From the president on down, political leaders continue to entice us with their shortsighted solutions to a deepening, unremitting and unforgiving problem: our addiction to oil. Most of us recognize the truth about ourselves, and the way to address us is not to find additional resources to feed our addiction (we don't need enablers), but rather to challenge us to kick our bad and selfish habits, to remind us that we can learn new ways to live, while still celebrating the wondrous privilege.
Who says we have a right to everything we want? Where is the politician willing to talk turkey to America and encourage us, then challenge us, to begin living as we must live in order to heal ourselves?

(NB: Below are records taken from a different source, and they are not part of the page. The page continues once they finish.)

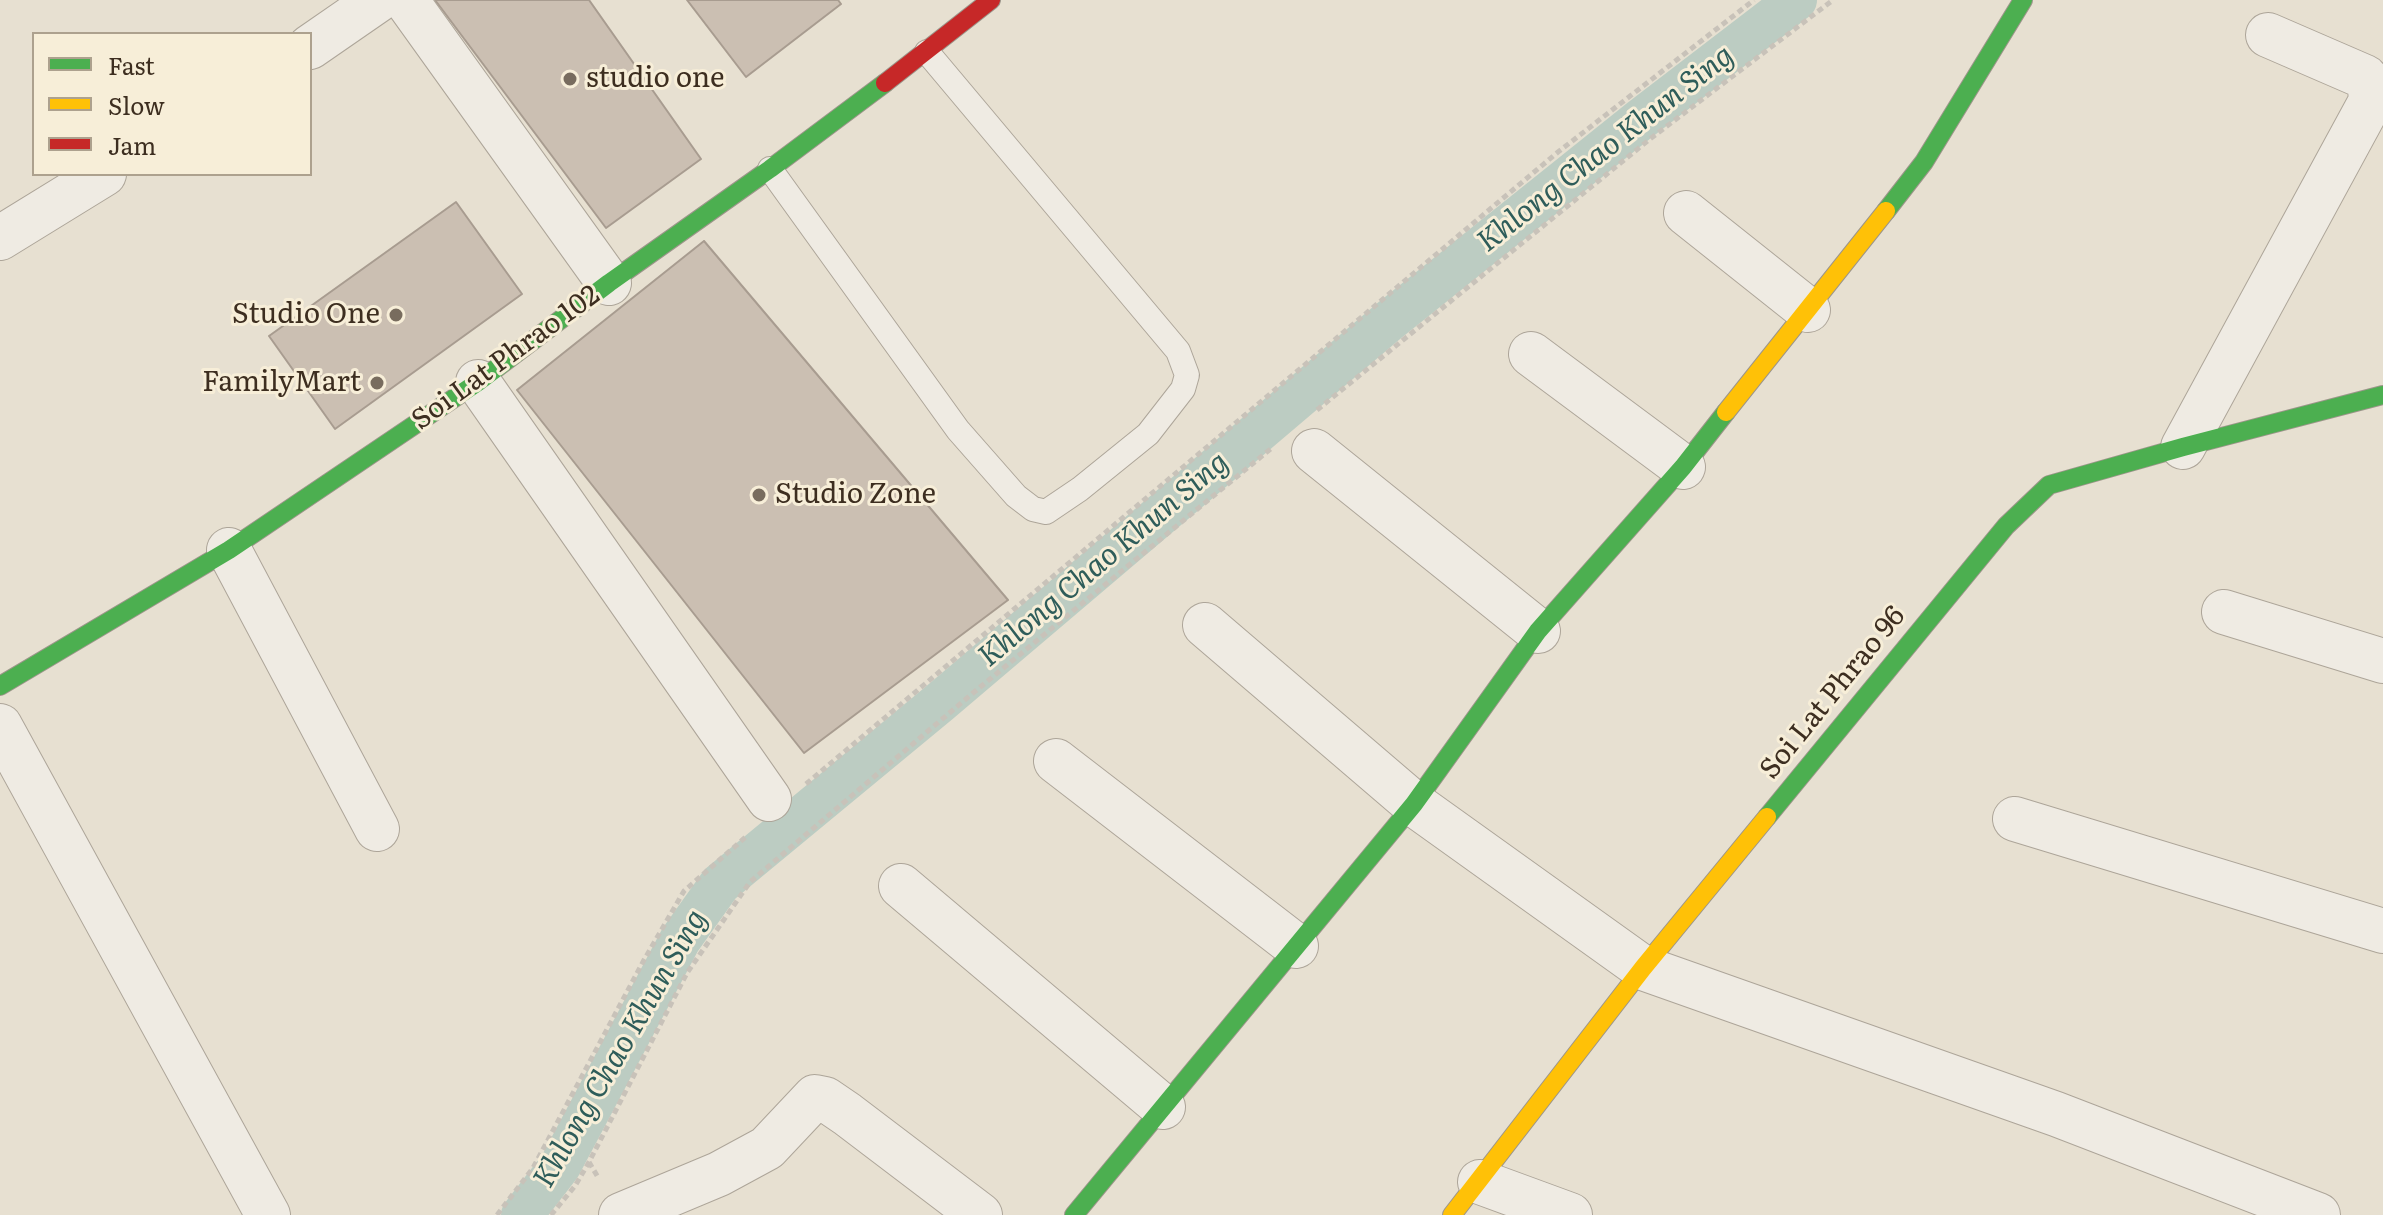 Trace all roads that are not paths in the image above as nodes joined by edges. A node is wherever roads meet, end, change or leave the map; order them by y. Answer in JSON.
{"nodes":[{"id":1,"x":378,"y":0,"type":"edge"},
{"id":2,"x":406,"y":0,"type":"edge"},
{"id":3,"x":991,"y":0,"type":"edge"},
{"id":4,"x":2023,"y":0,"type":"edge"},
{"id":5,"x":2268,"y":35,"type":"dead end"},
{"id":6,"x":312,"y":46,"type":"edge"},
{"id":7,"x":927,"y":52,"type":"junction"},
{"id":8,"x":770,"y":169,"type":"junction"},
{"id":9,"x":101,"y":176,"type":"edge"},
{"id":10,"x":1686,"y":213,"type":"dead end"},
{"id":11,"x":0,"y":238,"type":"edge"},
{"id":12,"x":609,"y":283,"type":"junction"},
{"id":13,"x":1808,"y":310,"type":"junction"},
{"id":14,"x":1531,"y":354,"type":"dead end"},
{"id":15,"x":478,"y":382,"type":"junction"},
{"id":16,"x":2383,"y":395,"type":"edge"},
{"id":17,"x":1303,"y":435,"type":"road end"},
{"id":18,"x":2183,"y":447,"type":"junction"},
{"id":19,"x":1683,"y":467,"type":"junction"},
{"id":20,"x":229,"y":550,"type":"junction"},
{"id":21,"x":2224,"y":612,"type":"dead end"},
{"id":22,"x":1205,"y":625,"type":"dead end"},
{"id":23,"x":1538,"y":631,"type":"junction"},
{"id":24,"x":2383,"y":661,"type":"edge"},
{"id":25,"x":0,"y":686,"type":"edge"},
{"id":26,"x":0,"y":726,"type":"edge"},
{"id":27,"x":1056,"y":761,"type":"dead end"},
{"id":28,"x":1414,"y":804,"type":"junction"},
{"id":29,"x":776,"y":805,"type":"road end"},
{"id":30,"x":2015,"y":819,"type":"dead end"},
{"id":31,"x":377,"y":829,"type":"dead end"},
{"id":32,"x":901,"y":886,"type":"dead end"},
{"id":33,"x":2383,"y":931,"type":"edge"},
{"id":34,"x":1296,"y":946,"type":"junction"},
{"id":35,"x":1643,"y":968,"type":"junction"},
{"id":36,"x":1163,"y":1107,"type":"junction"},
{"id":37,"x":1480,"y":1182,"type":"junction"},
{"id":38,"x":268,"y":1215,"type":"edge"},
{"id":39,"x":621,"y":1215,"type":"edge"},
{"id":40,"x":980,"y":1215,"type":"edge"},
{"id":41,"x":1074,"y":1215,"type":"edge"},
{"id":42,"x":1452,"y":1215,"type":"edge"},
{"id":43,"x":1570,"y":1215,"type":"edge"},
{"id":44,"x":2318,"y":1215,"type":"edge"}],
"edges":[{"from":1,"to":6,"type":"street"},
{"from":2,"to":12,"type":"street"},
{"from":3,"to":7,"type":"street","name":"Soi Lat Phrao 102"},
{"from":4,"to":13,"type":"street"},
{"from":5,"to":18,"type":"street"},
{"from":7,"to":8,"type":"street","name":"Soi Lat Phrao 102"},
{"from":7,"to":8,"type":"lane"},
{"from":8,"to":12,"type":"street","name":"Soi Lat Phrao 102"},
{"from":9,"to":11,"type":"street"},
{"from":10,"to":13,"type":"street"},
{"from":12,"to":15,"type":"street","name":"Soi Lat Phrao 102"},
{"from":13,"to":19,"type":"street"},
{"from":14,"to":19,"type":"street"},
{"from":15,"to":20,"type":"street","name":"Soi Lat Phrao 102"},
{"from":15,"to":29,"type":"street"},
{"from":16,"to":18,"type":"street","name":"Soi Lat Phrao 96"},
{"from":17,"to":23,"type":"street"},
{"from":18,"to":35,"type":"street","name":"Soi Lat Phrao 96"},
{"from":19,"to":23,"type":"street"},
{"from":20,"to":25,"type":"street","name":"Soi Lat Phrao 102"},
{"from":20,"to":31,"type":"street"},
{"from":21,"to":24,"type":"street"},
{"from":22,"to":28,"type":"street"},
{"from":23,"to":28,"type":"street"},
{"from":26,"to":38,"type":"street"},
{"from":27,"to":34,"type":"street"},
{"from":28,"to":34,"type":"street"},
{"from":28,"to":35,"type":"street"},
{"from":30,"to":33,"type":"street"},
{"from":32,"to":36,"type":"street"},
{"from":34,"to":36,"type":"street"},
{"from":35,"to":37,"type":"street","name":"Soi Lat Phrao 96"},
{"from":35,"to":44,"type":"street"},
{"from":36,"to":41,"type":"street"},
{"from":37,"to":42,"type":"street","name":"Soi Lat Phrao 96"},
{"from":37,"to":43,"type":"street"},
{"from":39,"to":40,"type":"street"}]}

DICK GIST, PRINCETON, MINN.
When it comes to gas prices, there's no average consumer The argument of Indur Goklany and Jerry Taylor that "Gasoline is more affordable for American families now than the early '60s" (Opinion Exchange, Aug. 13) is false .
They say "Gas prices are cheap relative to average personal wealth." Of course they are. Rich folks' personal wealth has increased manyfold and their household incomes increased 51 percent from 1967 to 2006. Although the lowest tax payers' income increased 27 percent during the same period, do any of us seriously believe that the poor have anything called "personal wealth"? The poor need to buy food, utilities, rent or mortgage, child care and clothing the same as rich people, leaving little or none for gas to their three jobs.
What about seniors such as I whose incomes have halved in retirement -- I'm one of the lucky ones. I still drive many miles every day -- to work out, to medical appointments, volunteer activities, grocery shopping, errands and entertainment. My car is 11 years old and in tip-top shape, but I can't squeeze any more than 34 miles per gallon out of it (and that is great, compared with many poor people whose 20-year-old cars get 10 to 11 mpg.). And even I am cutting back to pay for the gas increases.
Lumping rich and poor incomes and/or average personal wealth and dividing by per gallon gas prices gives us the wrong picture. Who is this "average person" with "disposal income to whom Goklany and Taylor refer? Let's understand that the rich don't care about this issue, but the poor and shrinking middle class care deeply.